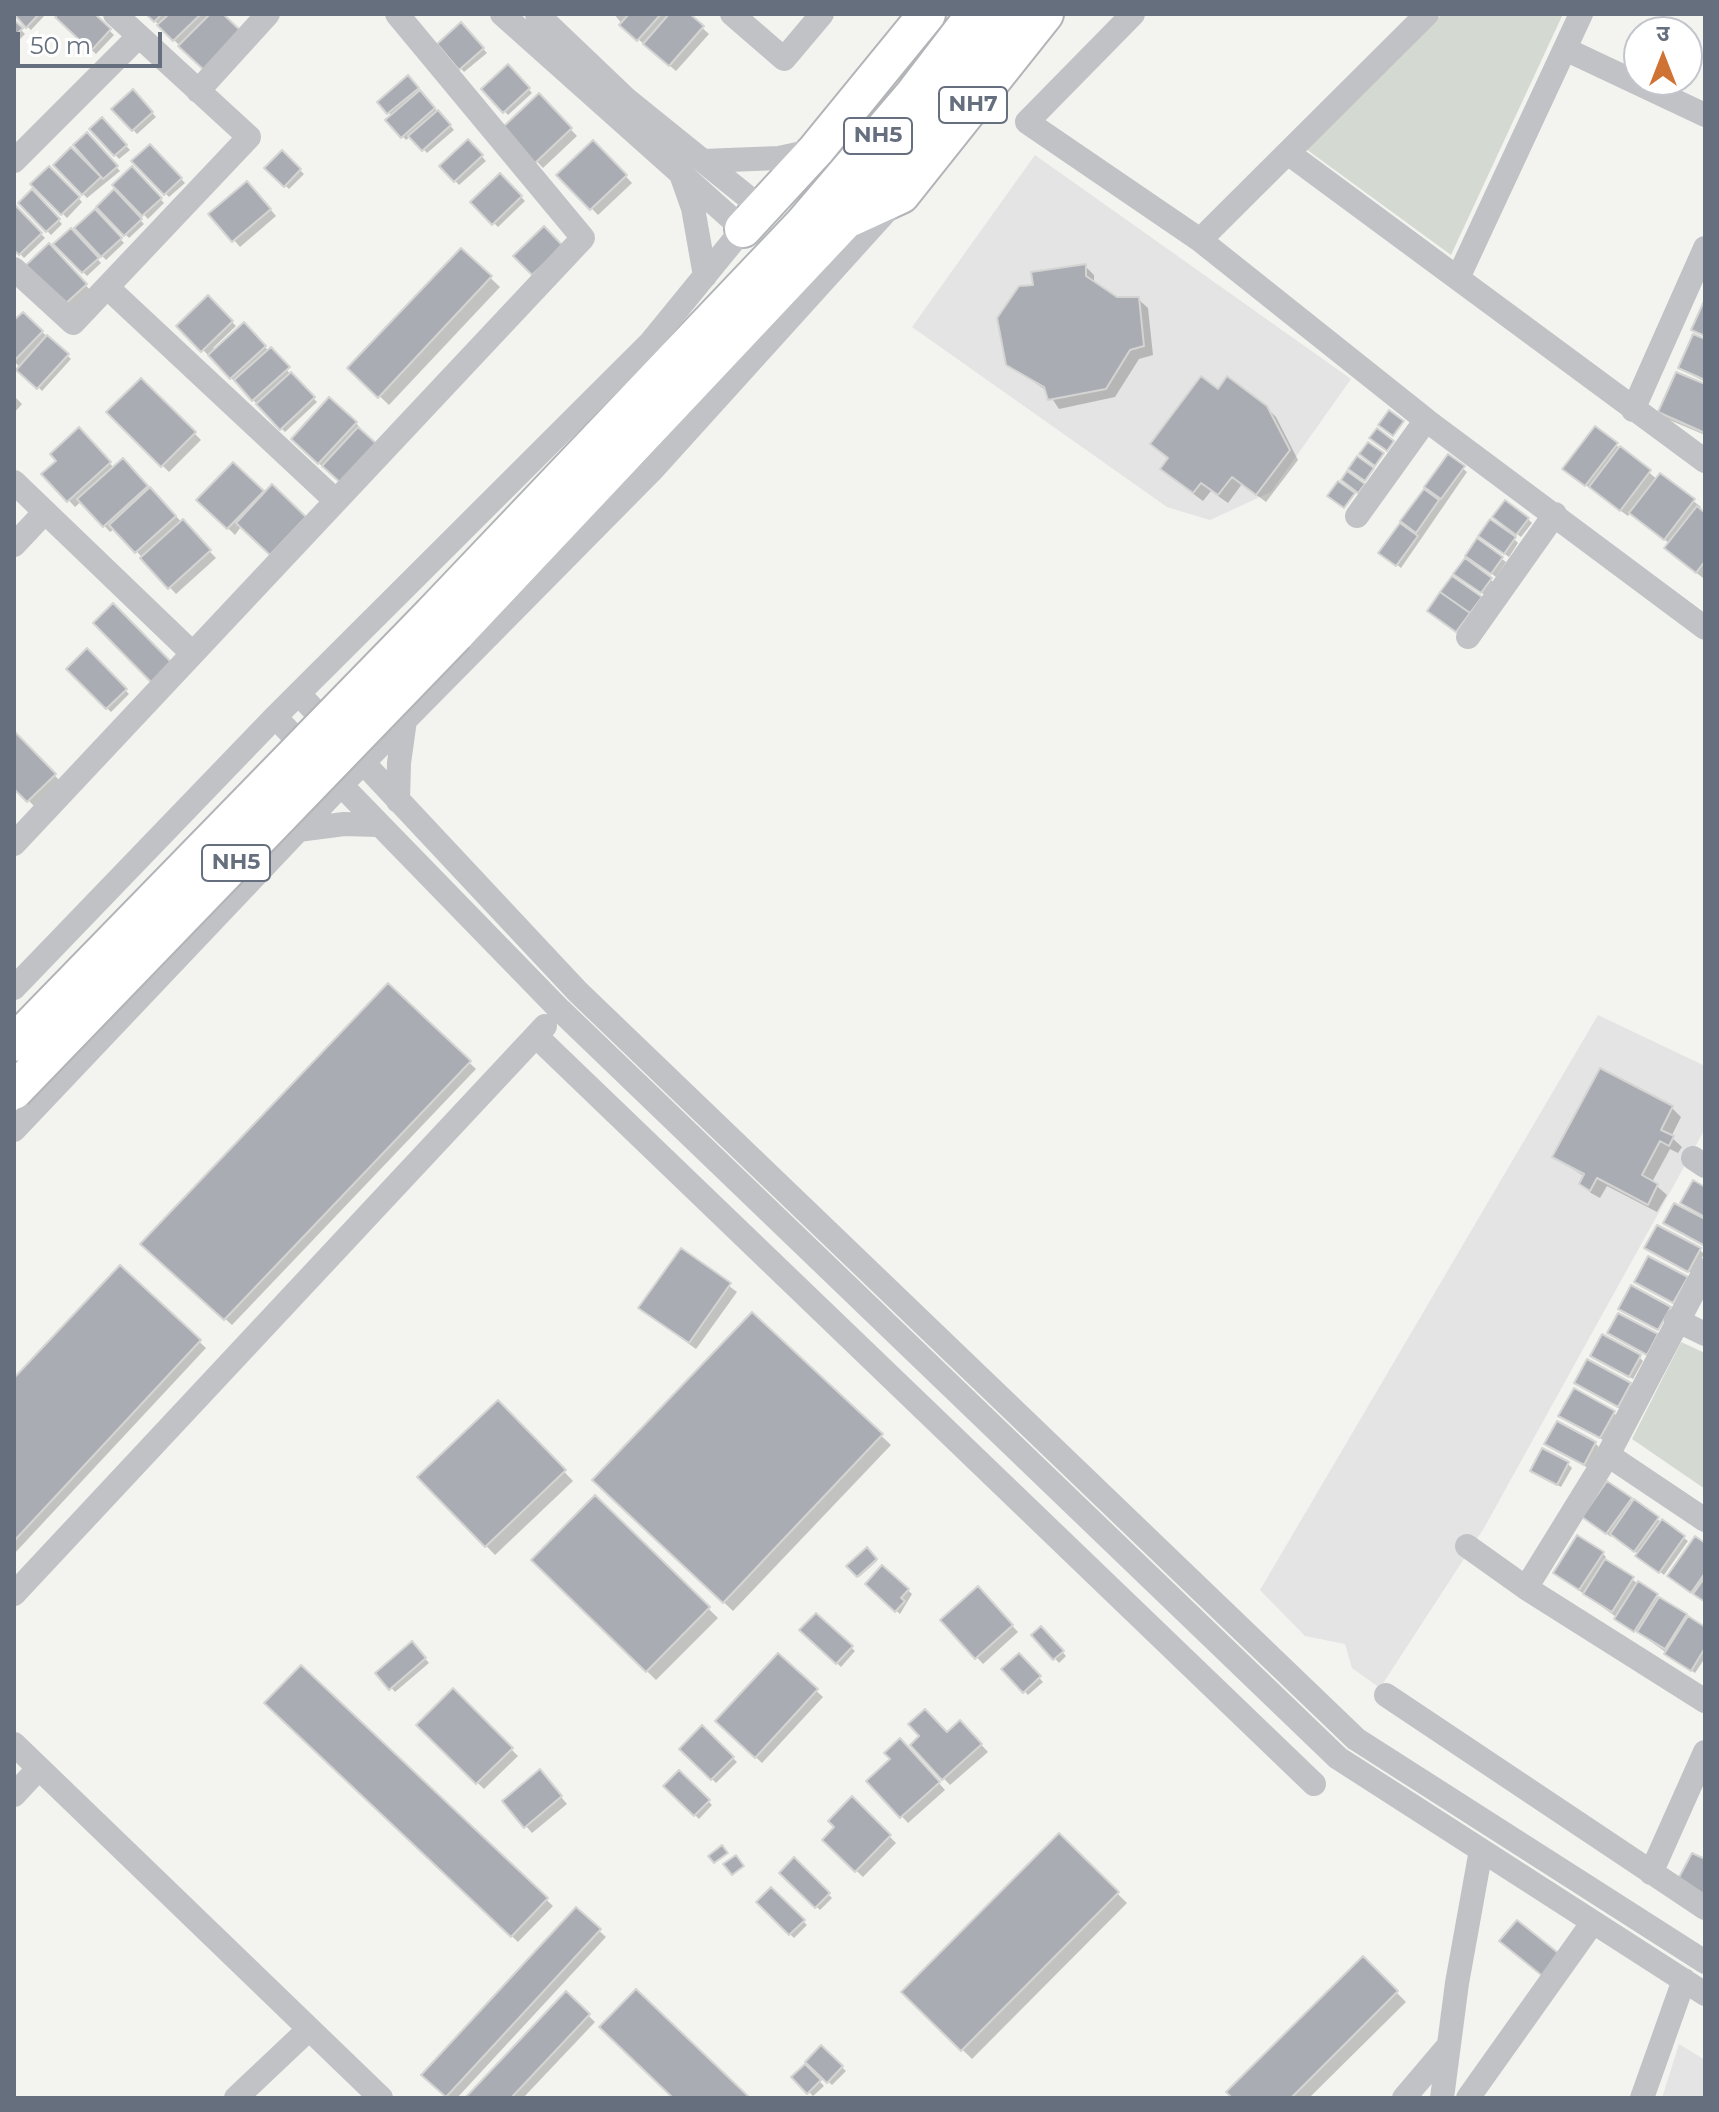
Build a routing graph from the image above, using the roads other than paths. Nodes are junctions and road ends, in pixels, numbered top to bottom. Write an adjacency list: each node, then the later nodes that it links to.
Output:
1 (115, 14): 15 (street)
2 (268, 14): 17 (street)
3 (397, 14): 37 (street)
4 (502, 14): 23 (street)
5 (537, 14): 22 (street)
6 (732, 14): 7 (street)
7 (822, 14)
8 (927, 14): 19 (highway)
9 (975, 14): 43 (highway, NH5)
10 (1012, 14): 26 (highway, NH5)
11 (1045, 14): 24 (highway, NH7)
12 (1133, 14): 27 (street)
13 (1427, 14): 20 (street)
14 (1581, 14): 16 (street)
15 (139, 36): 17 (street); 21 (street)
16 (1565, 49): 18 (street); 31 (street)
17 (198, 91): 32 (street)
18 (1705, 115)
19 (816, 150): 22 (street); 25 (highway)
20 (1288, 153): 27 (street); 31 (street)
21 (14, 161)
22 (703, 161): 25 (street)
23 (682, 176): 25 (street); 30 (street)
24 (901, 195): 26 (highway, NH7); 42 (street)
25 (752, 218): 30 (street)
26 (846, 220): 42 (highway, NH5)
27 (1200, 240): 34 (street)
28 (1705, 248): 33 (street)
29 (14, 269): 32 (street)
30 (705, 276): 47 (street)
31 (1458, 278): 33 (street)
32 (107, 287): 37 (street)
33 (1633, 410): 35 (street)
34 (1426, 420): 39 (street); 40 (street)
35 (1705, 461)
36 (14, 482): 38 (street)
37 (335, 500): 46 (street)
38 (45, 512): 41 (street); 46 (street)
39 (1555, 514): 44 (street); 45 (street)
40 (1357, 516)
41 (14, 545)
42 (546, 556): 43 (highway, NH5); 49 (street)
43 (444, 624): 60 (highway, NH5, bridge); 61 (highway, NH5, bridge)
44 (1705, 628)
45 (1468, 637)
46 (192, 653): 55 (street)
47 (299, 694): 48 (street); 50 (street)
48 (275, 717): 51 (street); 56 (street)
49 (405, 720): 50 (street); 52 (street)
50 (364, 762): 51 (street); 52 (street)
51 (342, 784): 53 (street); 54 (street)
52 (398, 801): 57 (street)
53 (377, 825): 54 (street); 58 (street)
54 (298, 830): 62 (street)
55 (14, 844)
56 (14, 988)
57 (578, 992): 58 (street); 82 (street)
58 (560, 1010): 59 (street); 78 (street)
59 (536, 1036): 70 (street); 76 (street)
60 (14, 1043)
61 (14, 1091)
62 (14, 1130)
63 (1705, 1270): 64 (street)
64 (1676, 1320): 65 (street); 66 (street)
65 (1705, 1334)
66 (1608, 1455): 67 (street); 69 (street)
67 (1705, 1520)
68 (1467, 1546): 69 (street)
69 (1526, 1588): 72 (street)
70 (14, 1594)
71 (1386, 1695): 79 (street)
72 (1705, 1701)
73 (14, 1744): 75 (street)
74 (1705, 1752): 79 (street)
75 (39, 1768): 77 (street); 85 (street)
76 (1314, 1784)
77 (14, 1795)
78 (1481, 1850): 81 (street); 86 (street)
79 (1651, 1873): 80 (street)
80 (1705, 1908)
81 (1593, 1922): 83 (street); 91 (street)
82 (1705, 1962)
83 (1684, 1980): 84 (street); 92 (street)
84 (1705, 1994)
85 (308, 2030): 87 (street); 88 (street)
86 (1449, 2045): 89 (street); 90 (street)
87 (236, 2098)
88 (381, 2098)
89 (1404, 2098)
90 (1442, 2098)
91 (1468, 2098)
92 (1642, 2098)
------------------------
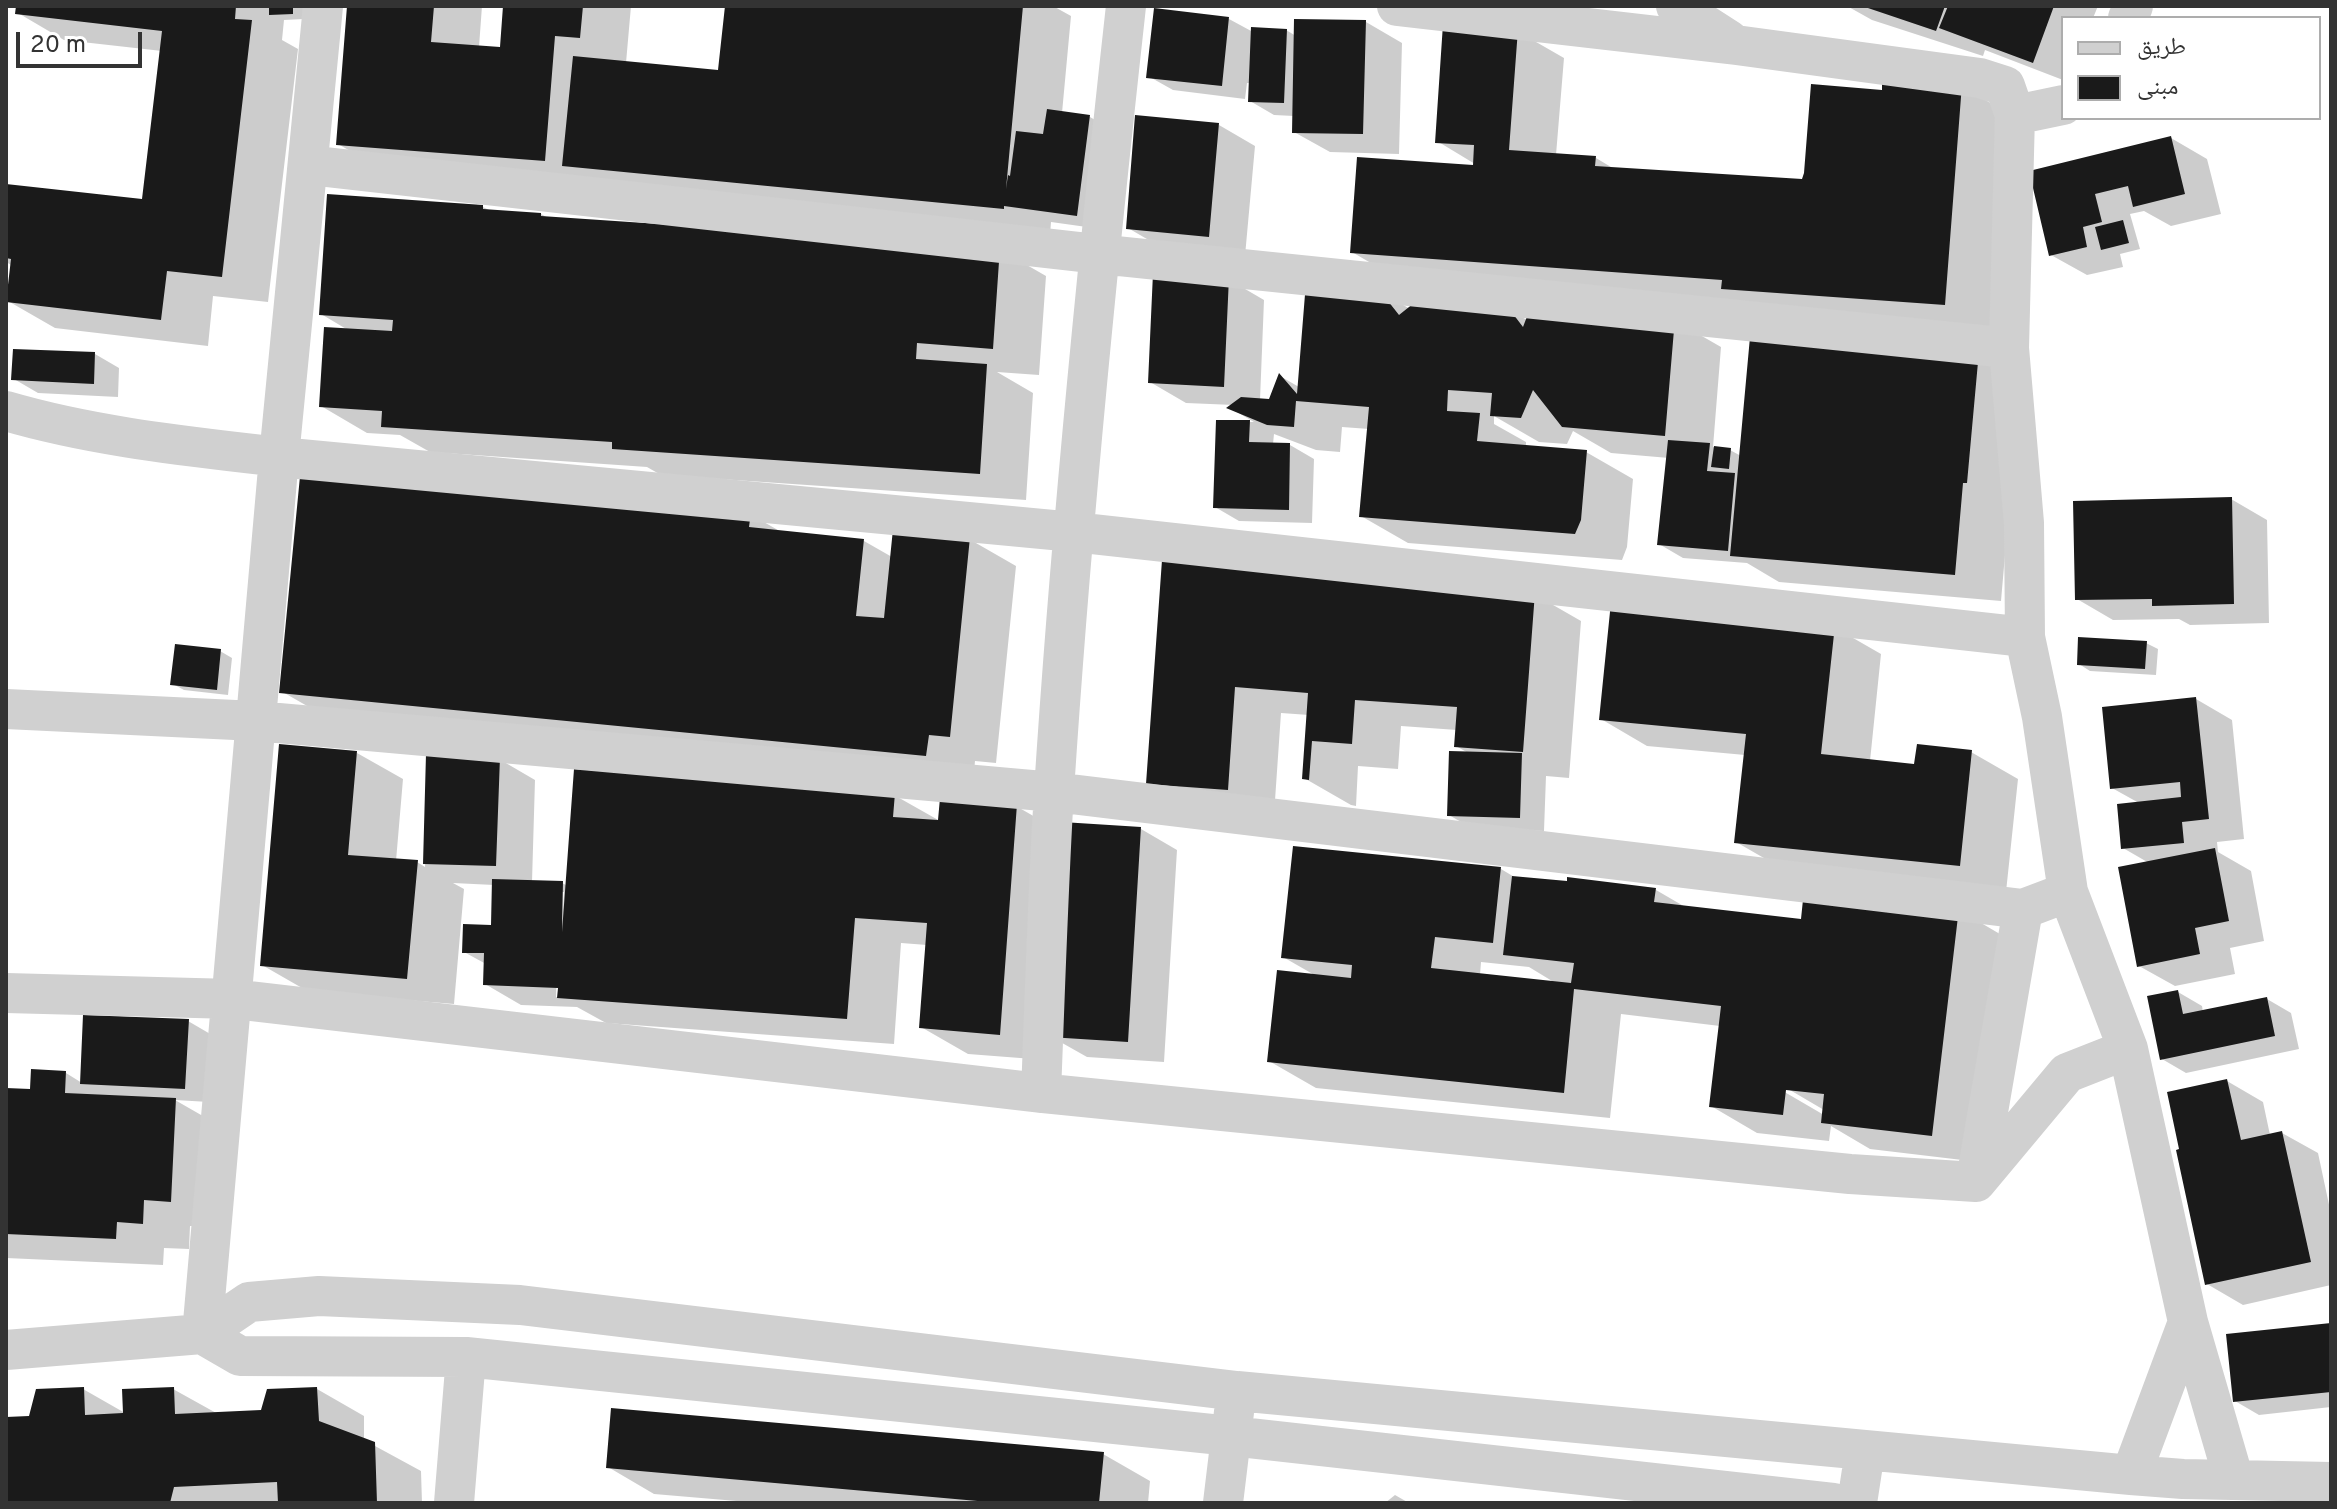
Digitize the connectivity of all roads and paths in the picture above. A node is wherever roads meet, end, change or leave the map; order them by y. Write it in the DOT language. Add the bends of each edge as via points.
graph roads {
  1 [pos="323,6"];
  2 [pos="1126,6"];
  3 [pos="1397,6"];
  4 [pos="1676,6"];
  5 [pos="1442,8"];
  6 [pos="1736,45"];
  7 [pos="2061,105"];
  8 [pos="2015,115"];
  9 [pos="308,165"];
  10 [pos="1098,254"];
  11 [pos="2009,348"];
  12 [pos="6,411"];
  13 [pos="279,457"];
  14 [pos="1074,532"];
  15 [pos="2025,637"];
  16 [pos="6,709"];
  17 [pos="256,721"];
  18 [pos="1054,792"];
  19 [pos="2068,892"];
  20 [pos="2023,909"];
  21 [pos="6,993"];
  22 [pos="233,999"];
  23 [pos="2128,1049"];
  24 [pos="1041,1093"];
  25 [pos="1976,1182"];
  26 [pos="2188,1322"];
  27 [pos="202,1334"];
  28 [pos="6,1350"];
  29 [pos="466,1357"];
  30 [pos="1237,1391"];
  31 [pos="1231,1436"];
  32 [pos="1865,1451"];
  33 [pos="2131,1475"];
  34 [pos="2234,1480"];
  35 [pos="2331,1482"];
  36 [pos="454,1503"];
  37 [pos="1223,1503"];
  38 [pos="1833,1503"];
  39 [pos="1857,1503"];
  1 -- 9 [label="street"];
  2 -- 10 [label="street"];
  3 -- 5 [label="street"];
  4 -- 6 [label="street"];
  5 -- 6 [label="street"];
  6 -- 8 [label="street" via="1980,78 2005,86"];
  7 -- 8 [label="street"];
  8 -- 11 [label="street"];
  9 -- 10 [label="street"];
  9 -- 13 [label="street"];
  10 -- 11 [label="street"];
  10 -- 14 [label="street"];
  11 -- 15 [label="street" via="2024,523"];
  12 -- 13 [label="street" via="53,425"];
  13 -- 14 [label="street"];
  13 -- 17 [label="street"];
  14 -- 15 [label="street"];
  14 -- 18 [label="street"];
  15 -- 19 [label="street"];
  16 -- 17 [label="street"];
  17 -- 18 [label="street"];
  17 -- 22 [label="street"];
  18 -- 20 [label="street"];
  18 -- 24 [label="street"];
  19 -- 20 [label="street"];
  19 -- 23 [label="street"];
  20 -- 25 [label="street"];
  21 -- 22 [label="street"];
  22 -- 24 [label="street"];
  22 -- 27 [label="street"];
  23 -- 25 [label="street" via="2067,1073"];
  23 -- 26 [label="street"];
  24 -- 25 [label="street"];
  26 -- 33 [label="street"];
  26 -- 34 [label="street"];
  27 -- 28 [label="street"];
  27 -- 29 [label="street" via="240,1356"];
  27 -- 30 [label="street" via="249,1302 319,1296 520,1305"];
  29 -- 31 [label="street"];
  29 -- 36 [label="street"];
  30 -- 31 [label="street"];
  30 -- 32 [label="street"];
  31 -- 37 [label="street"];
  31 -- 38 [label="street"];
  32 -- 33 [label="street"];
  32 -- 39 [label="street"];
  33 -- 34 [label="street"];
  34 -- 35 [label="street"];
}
------------------------
→ Exercise instructions: Apply a filter for "above" to the entries and show each line that passes.

→ Exercise output:
Build a routing graph from the image above, using the roads other than paths. Nodes are junctions and road ends, in pixels, numbered top to bottom. Write an adjacency list: each node, then the later nodes that it links to.
Digitize the connectivity of all roads and paths in the picture above. A node is wherever roads meet, end, change or leave the map; order them by y. Write it in the DOT language. Add the bends of each edge as via points.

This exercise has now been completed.